Потому, что переняли по время дружбы с нами систему обучения средней школы «большого брата», Сульеня дагэ, так они называли Советский Союз, вместе с ней наш феодализм, похуизм, схоластику и долбёжку, всем одно и то же, зубри таблицу Менделеева, потом на лыжный пробег, а не то, попугать у нас в системе образования умели! У нас вообще могут попугать. А задача начального и среднего образования, в общем, и высшего научить человека думать! Что сейчас ни китайцы, ни русские не умеют. Наверное, и раньше так было.  — Сам Студент закончил среднюю школу на улице Саянская под N-ом 905, ни хорошая, ни плохая, средняя. Иногда, правда, редко звал друзей из Чертаново на подмогу проучить тех, с кем сам не справлялся, например, старшеклассников, в седьмом классе познакомился в санатории для детей с физическими отклонениями в Подмосковье с легендарным Кириллом «Чертановским» Мартыновым, которого знала вся Москва, в 14-15 лет он, будучи ростом под два метра, выходил один на один с двумя взрослыми парнями, отслужившими армию, часто побеждал.
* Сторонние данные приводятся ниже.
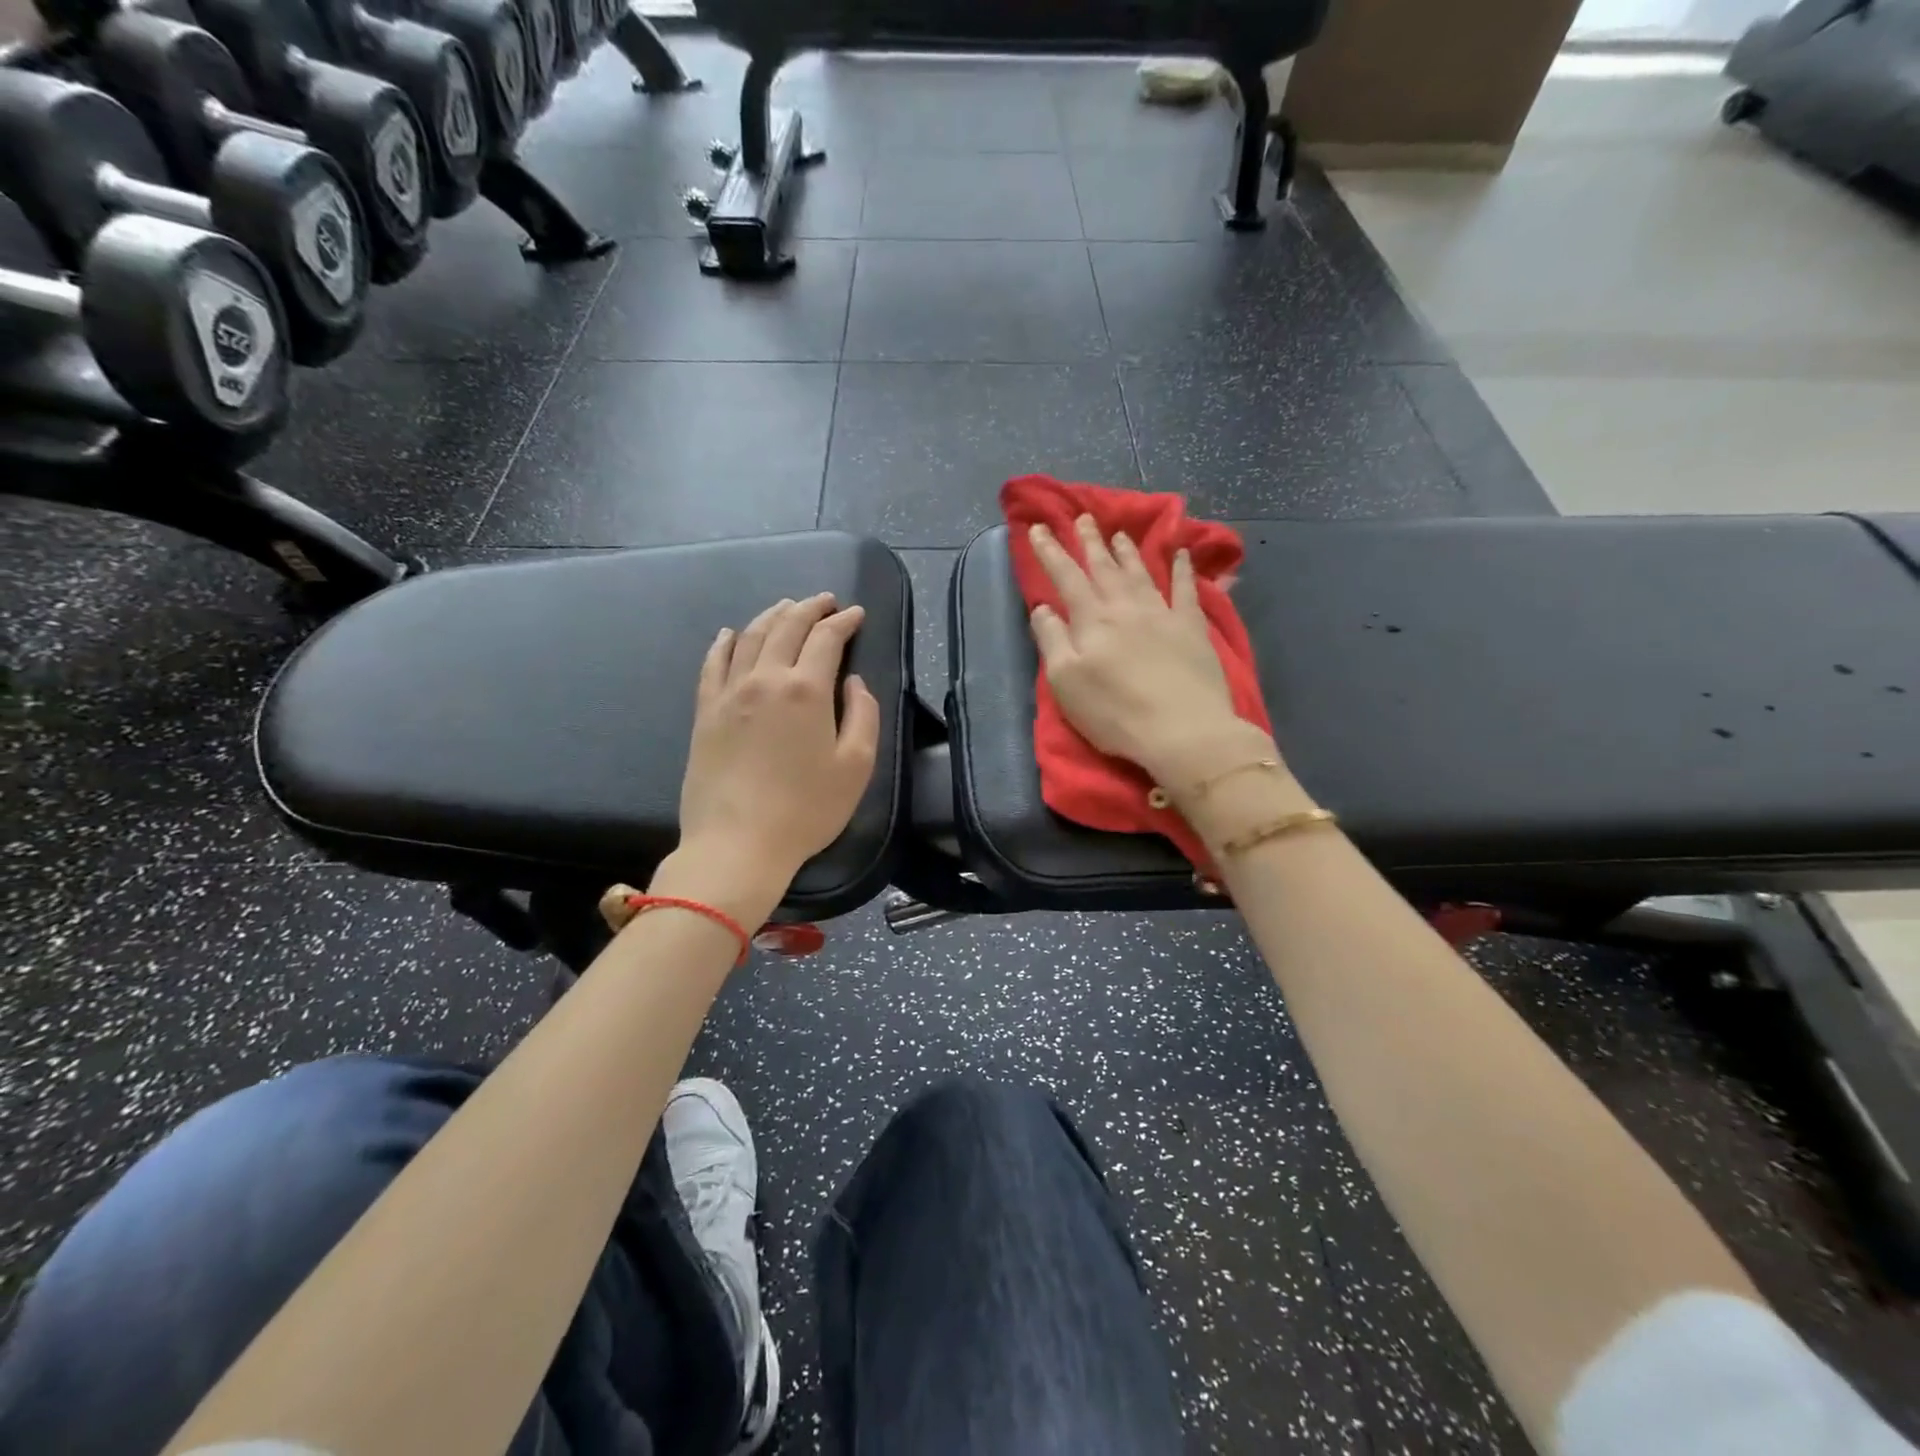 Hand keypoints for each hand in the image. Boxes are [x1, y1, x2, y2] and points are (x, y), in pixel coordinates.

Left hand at [674, 594, 879, 902]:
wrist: (737, 843)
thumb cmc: (806, 809)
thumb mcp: (856, 767)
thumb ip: (863, 716)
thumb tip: (853, 682)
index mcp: (806, 689)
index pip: (826, 639)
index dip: (844, 622)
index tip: (856, 614)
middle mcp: (765, 679)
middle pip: (786, 628)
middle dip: (809, 609)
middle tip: (824, 601)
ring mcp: (729, 693)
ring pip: (750, 637)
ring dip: (771, 616)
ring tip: (786, 608)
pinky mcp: (706, 712)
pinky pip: (713, 663)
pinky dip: (725, 642)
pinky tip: (731, 634)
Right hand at [1027, 516, 1273, 785]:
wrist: (1183, 730)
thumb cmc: (1115, 712)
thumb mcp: (1066, 682)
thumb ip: (1052, 640)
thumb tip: (1043, 607)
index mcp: (1091, 619)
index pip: (1065, 576)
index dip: (1050, 551)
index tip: (1039, 528)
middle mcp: (1125, 607)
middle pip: (1104, 567)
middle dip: (1090, 541)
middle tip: (1083, 518)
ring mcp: (1162, 613)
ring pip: (1140, 572)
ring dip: (1127, 551)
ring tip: (1119, 534)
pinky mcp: (1192, 628)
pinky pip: (1186, 589)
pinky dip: (1183, 569)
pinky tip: (1181, 553) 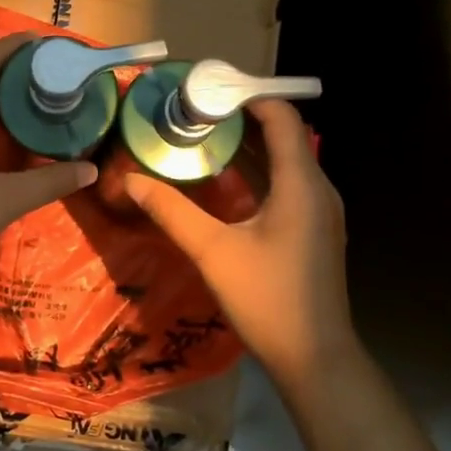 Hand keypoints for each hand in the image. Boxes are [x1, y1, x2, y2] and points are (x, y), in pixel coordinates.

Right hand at [124, 99, 360, 389]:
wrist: (315, 358)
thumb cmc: (268, 299)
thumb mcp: (213, 252)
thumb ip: (172, 211)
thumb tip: (131, 180)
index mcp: (301, 184)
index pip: (282, 118)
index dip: (249, 97)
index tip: (208, 92)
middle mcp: (318, 190)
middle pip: (283, 137)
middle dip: (240, 121)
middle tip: (194, 115)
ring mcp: (320, 212)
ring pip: (285, 163)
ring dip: (248, 148)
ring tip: (202, 140)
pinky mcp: (314, 231)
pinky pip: (286, 186)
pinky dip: (257, 174)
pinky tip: (224, 184) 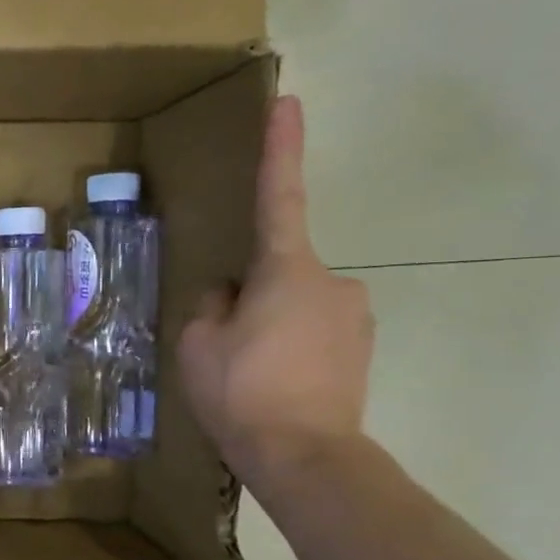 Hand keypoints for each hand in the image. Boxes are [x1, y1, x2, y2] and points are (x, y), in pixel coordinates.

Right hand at [178, 94, 373, 489]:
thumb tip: (229, 293)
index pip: (278, 197)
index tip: (289, 102)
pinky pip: (311, 332)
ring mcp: (353, 316)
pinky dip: (286, 348)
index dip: (280, 149)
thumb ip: (211, 304)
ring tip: (246, 373)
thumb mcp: (197, 343)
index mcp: (286, 271)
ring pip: (292, 305)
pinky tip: (271, 384)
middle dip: (248, 296)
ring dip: (267, 325)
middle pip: (276, 271)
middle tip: (223, 345)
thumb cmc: (241, 391)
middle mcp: (332, 282)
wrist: (305, 457)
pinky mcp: (361, 349) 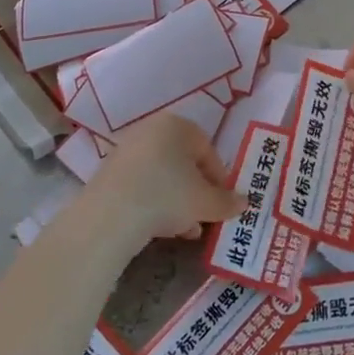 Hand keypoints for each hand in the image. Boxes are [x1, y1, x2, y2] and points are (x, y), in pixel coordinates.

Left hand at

Пользуясь связями своего отца, который был начальником серьёзной конторы под названием «Союзаттракцион», Кирилл тоже всерьёз занимался у сенсея Дмитрия Котвицкого в Олимпийской деревне каратэ школы «киокушинкай», лидером которой был сам Танюшкин, заместителем Фомин, спортсмены-центровые контролировали улицу Герцена, Толстого, Патриаршие, часть проспекта Маркса и Тверской, на Кузнецкий и Арбат их не пускали. Кумиром Кирилла, конечно, был Масутатсу Ояма, кореец по национальности, основатель школы, патриарх, в чём-то садист, изнурял на тренировках своих  учеников почти до смерти, убивал животных, прямой удар этой школы «дзуки» или «тски» вперёд от груди, а не от пояса Кирилл старался бить 1000 раз в день, минимум 100, не пропускал, он любил, когда Студент садился на шпагат с гирями на плечах, отрицательная растяжка.

Через него Студент через год, когда ему стукнуло 15, познакомился с серьезными сидевшими «старшими» Севастопольского проспекта, с Людьми, а когда демобилизовался, Кирилл, который вернулся на год раньше, служил в морской пехоте в соседней части с Сашей Солдатом, Александром Пустоваловым, потом одинцовский киллер, с Петром, в то время Вор в полный рост, и общался только с ними, Ворами в законе. Им в то время пёрло, Барон, Вальтер, Кукла, Имена были на слуху, Петр водил Студента по дорогим ресторанам, тратил на себя и других много, сорил зеленью, больше проигрывал, приобретение и потерю законник должен рассматривать одинаково, как хвалу и хулу. Скажут про Вора, он хороший, улыбнётся, плохой, не перестанет, ни хуже, ни лучше от этого не станет, Вор всегда Вор, если у него есть звание, хотя Имя навечно не даётся, но и просто так и не отбирается. Сам Студент нормальной службы не видел, она была сухой бассейн, вместо воды в который накидали зеленые маскировочные сети, топографические войска, Московский военный округ, часть блатная в центре города во дворе медицинского института, офицеров больше, чем солдат. Теодолиты, полевые экспедиции и изготовление макетов, два года в пенопластовом аду, хотел поступать в Высшую школу КГБ, зарубили, отец за рубежом в командировке.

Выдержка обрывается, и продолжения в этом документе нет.